The High Court last month ruled that the government made an “unlawful decision” in deciding lower rates would affect projects completed after Dec. 12, before the end of a consultation and the April 1 date set when the program started in early 2010. The government appealed the judgment on Jan. 13.

Solarcentury Holdings Ltd., Homesun Ltd. and the environmental group Friends of the Earth challenged the timing of the cuts after the government announced plans on Oct. 31 to prevent solar demand exceeding its spending limit. It proposed to reduce feed-in tariffs for rooftop installations by as much as 55 percent from the current 43 pence.

‘Investments Are Safe’

“Investors should now be confident in three things,” Homesun Chief Executive Officer Daniel Green said in an interview. “That retrospectivity is never going to happen in this industry so investments are safe, that there’s an extremely high likelihood that the 43 pence will remain until March 3 for all current installations and that the industry is prepared to stand up to the government.”

Last week, the Department for Energy and Climate Change said it planned to make the cuts effective to installations completed after March 3 only if it lost the appeal in an effort to provide some certainty to the industry.

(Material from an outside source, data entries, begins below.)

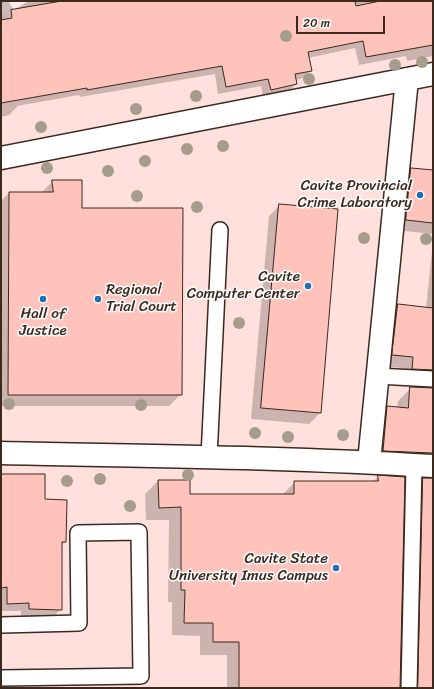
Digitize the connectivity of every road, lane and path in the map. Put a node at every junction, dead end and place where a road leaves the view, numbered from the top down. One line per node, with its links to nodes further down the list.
1 (433, 74): 2 (street)
2 (407, 79): 3 (street); 5 (street)
3 (1, 158)
4 (220, 230): 8 (lane)
5 (378, 376): 6 (lane); 9 (street)
6 (433, 379)
7 (1, 453): 8 (street)
8 (209, 457): 9 (street)
9 (369, 462): 10 (street)
10 (424, 465): 13 (lane)
11 (1, 625): 12 (lane)
12 (1, 678)
13 (409, 688)

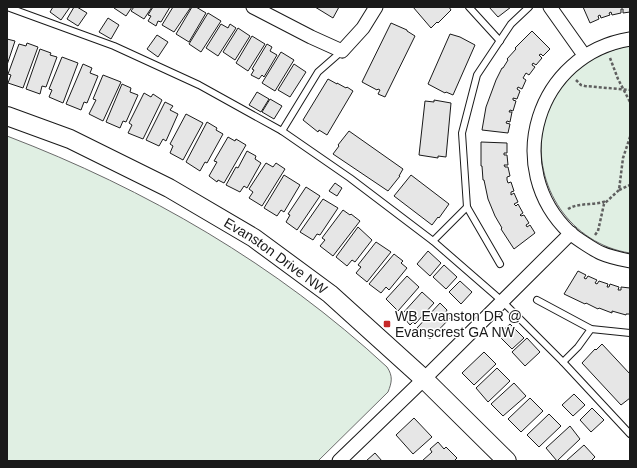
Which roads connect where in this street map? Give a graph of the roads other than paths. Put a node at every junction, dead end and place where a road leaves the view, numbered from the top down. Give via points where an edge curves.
1 (7, 7) edge
2 (253, 7) edge
3 (376, 7) edge
4 (470, 7) edge
5 (529, 7) edge
6 (550, 7) edge
7 (630, 38) edge
8 (500, 41) junction
9 (342, 52) junction
10 (584, 55) junction
11 (7, 116) edge
12 (282, 131) junction
13 (468, 207) junction
14 (571, 233) junction
15 (433, 241) junction
16 (630, 261) edge
17 (500, 264) dead end
18 (537, 300) dead end
19 (502, 301) junction
20 (591, 329) junction
21 (630, 333) edge
22 (563, 362) junction
23 (424, 379) junction
24 (630, 434) edge
25 (345, 459) edge
26 (505, 460) edge

1 - 12 lane via 114,46 199,85
2 - 9 street
3 - 9 street via 363,28
4 - 8 lane
5 - 8 lane via 511,24
6 - 10 street
7 - 10 street via 614,41
8 - 13 lane via 477,75 462,133
9 - 12 lane via 318,72
10 - 14 street via 562,75 546,99 536,126 534,156 540,184 552,211
11 - 23 street, Evanston Drive NW via 70,139 169,188 254,238 330,294
12 - 15 lane via 350,178
13 - 15 lane
13 - 17 lane
14 - 16 street via 600,253
14 - 19 street
15 - 19 lane
18 - 20 lane
19 - 22 lane
19 - 23 street
20 - 21 lane
20 - 22 lane
22 - 24 lane
23 - 25 street
23 - 26 street, Evanston Drive NW

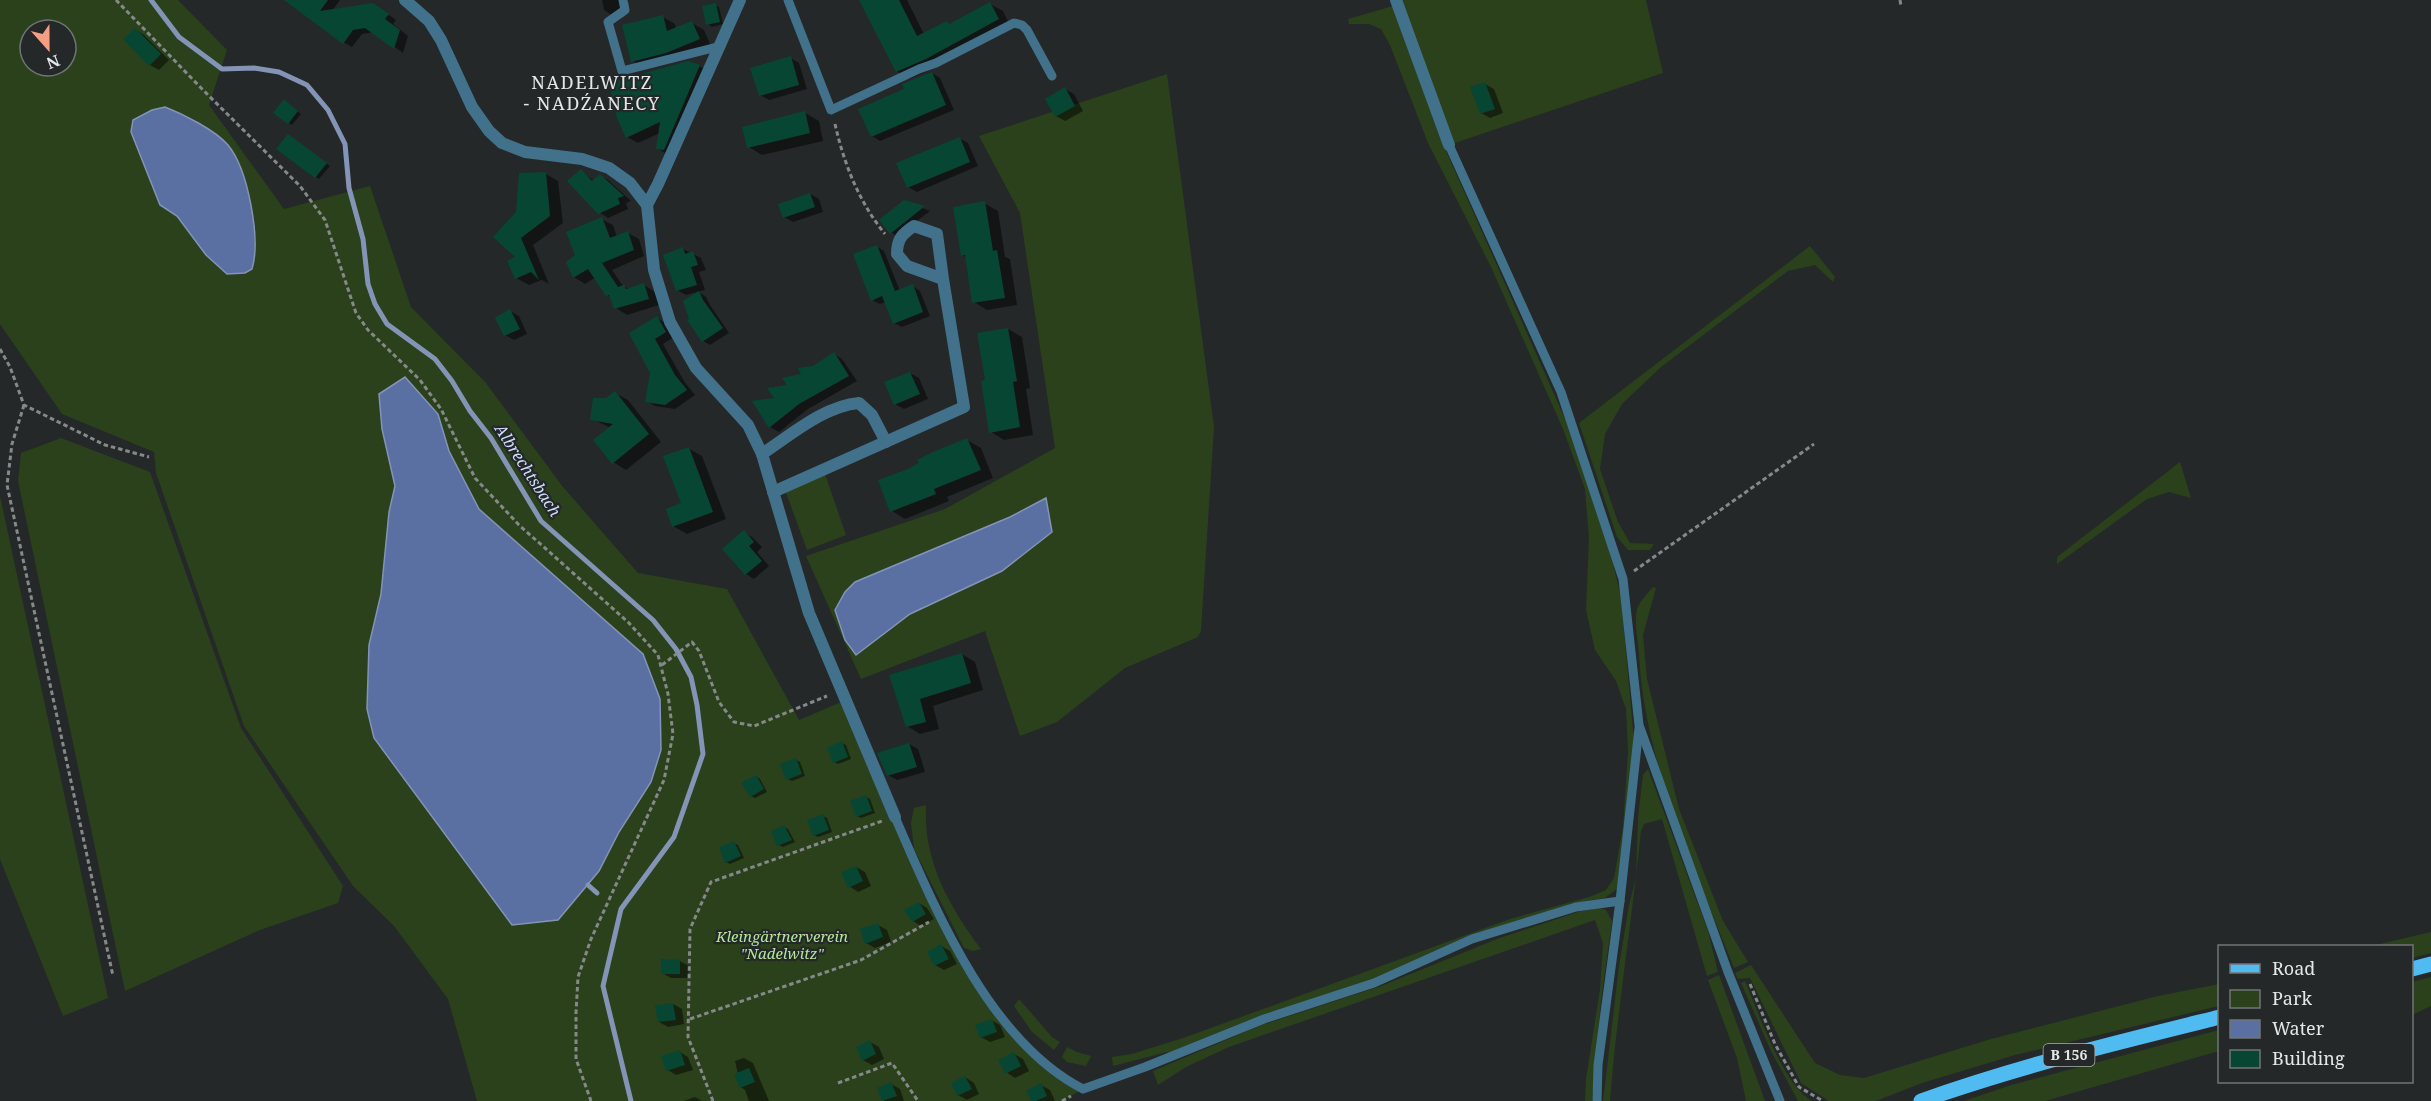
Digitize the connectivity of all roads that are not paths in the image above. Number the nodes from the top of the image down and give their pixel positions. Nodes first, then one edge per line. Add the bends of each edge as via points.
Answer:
1 (405, 0) edge
2 (624, 0) edge
3 (740, 0) edge
4 (788, 0) edge
5 (1396, 0) edge
6 (721, 46) junction
7 (1052, 76) dead end
8 (1449, 145) joint
9 (647, 205) junction
10 (943, 279) junction
11 (886, 442) junction
12 (762, 454) junction
13 (773, 492) junction
14 (1639, 725) junction
15 (895, 817) joint
16 (1620, 902) junction
17 (2431, 964) edge
18 (2413, 969) edge
19 (2218, 1018) edge
20 (1597, 1101) edge
21 (1780, 1101) edge
22 (1922, 1101) edge

1 - 9 street via 429,21 472,106 502,143 525,152 582,159 609,168 630,183
2 - 6 lane via 626,10 608,22 622,71
3 - 6 street
4 - 7 lane via 831,110 1014,23 1027,30
5 - 8 street
6 - 9 street
8 - 14 lane via 1561,392 1623,579
9 - 12 street via 654,270 670,322 696,368 748,425
10 - 10 street via 907,266 897,254 897,241 904,232 914,226 937,234
10 - 11 street via 964,407
11 - 12 street via 872,415 859,403 844,404
11 - 13 street
12 - 13 street
13 - 15 street via 808,613
14 - 16 lane
14 - 21 lane via 1728,972
15 - 16 lane via 938,916 986,994 1028,1050 1060,1077 1083,1089 1264,1019 1374,983 1472,939 1575,907
16 - 20 lane via 1598,1065
17 - 18 main road
19 - 22 main road, B 156 via 2070,1055

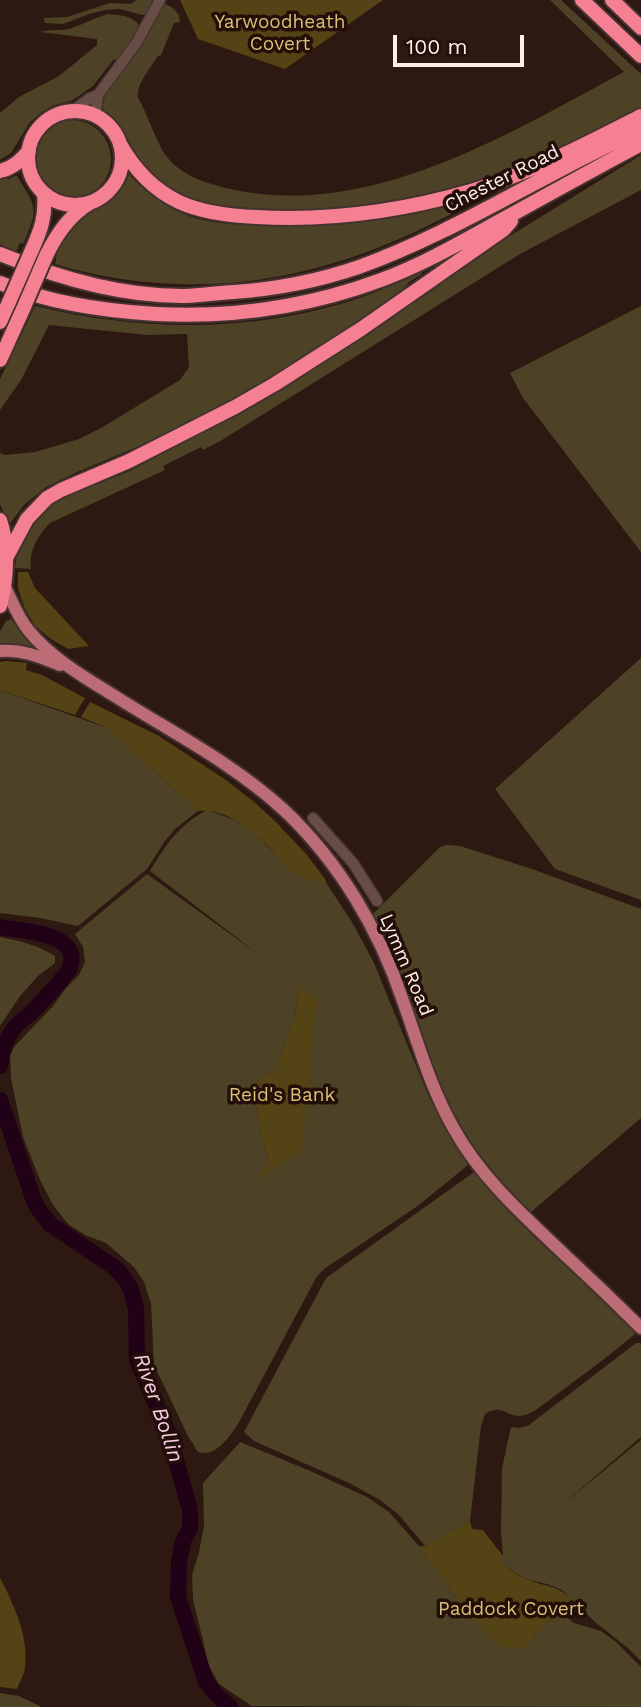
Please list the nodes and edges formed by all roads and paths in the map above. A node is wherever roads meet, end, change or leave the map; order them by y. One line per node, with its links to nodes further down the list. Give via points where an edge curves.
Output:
1 (160, 0): 6 (street, via 137,42)
2 (582, 0): 5 (highway)
3 (611, 0): 4 (highway)
4 (641, 28)
5 (641, 56)
6 (98, 95): 7 (street); 9 (street)
7 (71, 112): 9 (highway); 13 (highway, via 50,118 40,127)
8 (641, 116): 11 (highway, via 535,168 472,191 402,207 302,218 216,214 181,203 151,184)
9 (98, 118): 11 (highway)
10 (641, 129): 18 (highway, Chester Road, via 437,234 379,259 295,284 185,296 141,293 64,277)
11 (120, 144): 16 (highway, via 121,171 106,194)
12 (641, 144): 17 (highway, Chester Road)
13 (29, 151): 14 (highway, via 21,161); 15 (highway, via 30,171)
14 (0, 171)
15 (44, 193): 16 (highway, via 69,205); 20 (highway, bridge, via 43,224)
16 (95, 201): 21 (highway, bridge, via 66,223 55,238)
17 (523, 208): 19 (highway, Chester Road, via 383,279 268,310 137,313 57,300); 23 (highway, via 503,230 451,267 275,384 177,437 47,498 27,519)
18 (0, 254)
19 (0, 283)
20 (0, 322)
21 (0, 360)
22 (0, 520): 23 (highway)
23 (5, 560): 24 (highway)
24 (4, 585): 25 (highway); 27 (main road, Lymm Road, via 27,629)
25 (0, 606)
26 (0, 651): 27 (main road, Lymm Road, via 34,654)
27 (76, 672): 30 (main road, Lymm Road, via 241,775 285,811 314,843 348,886 377,937 452,1127 509,1201)
28 (313, 818): 29 (street, via 346,855)
29 (377, 901)
30 (641, 1328)

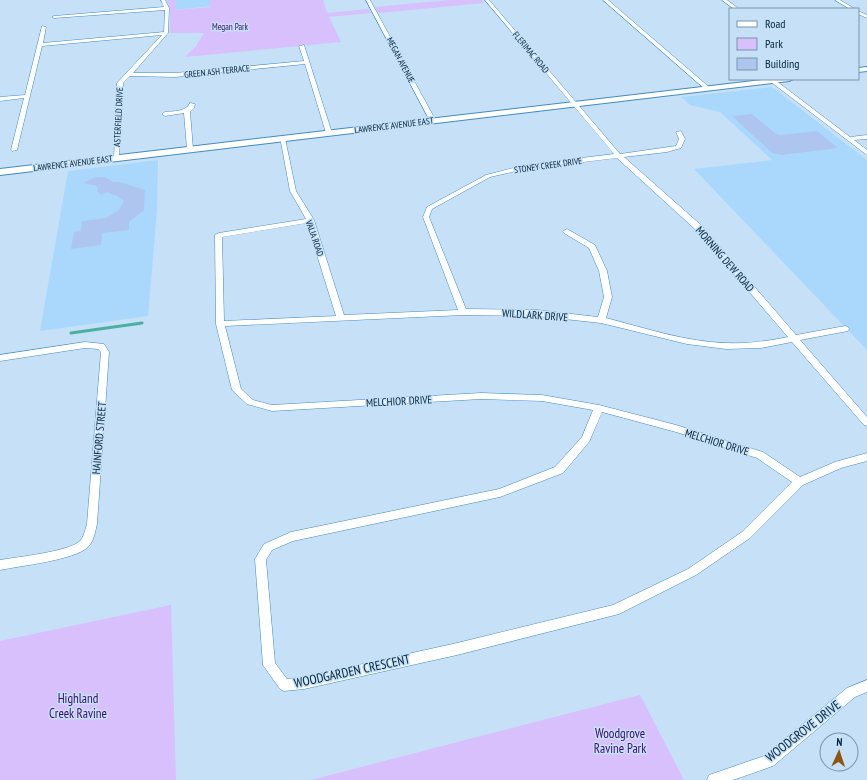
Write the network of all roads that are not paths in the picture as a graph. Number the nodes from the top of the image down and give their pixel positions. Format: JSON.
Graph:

As many as 25,000 jobs and many projects under development had been put at risk by the government’s plan to cut rates early, according to the industry groups.

‘Fudge It’

Almost half of all panels installed last year were built in the last two months of the year as companies and homeowners took advantage of rates fixed for 25 years amid crashing panel prices, according to the energy regulator Ofgem.

The figures compare to the less than 50 megawatts installed during 2010 and the government’s forecast of 832 megawatts by the end of the current spending review in April 2015.

As many as 1.1 gigawatts may have been already installed, the London-based research firm Bloomberg New Energy Finance estimates.

The industry should be able to “fudge it,” not grow, after April if the 21 pence rate proposed in the consultation is confirmed by the government in the next few weeks, according to HomeSun’s chief. He said the industry has been damaged and jobs decimated by the uncertainty created by the government.

“The credibility of the way the feed-in tariff budget is set has been seriously damaged, and the government must reform the tariff to prevent this boom-and-bust situation from happening again,” Juliet Davenport, chief executive of clean energy provider Good Energy, said in an e-mailed statement.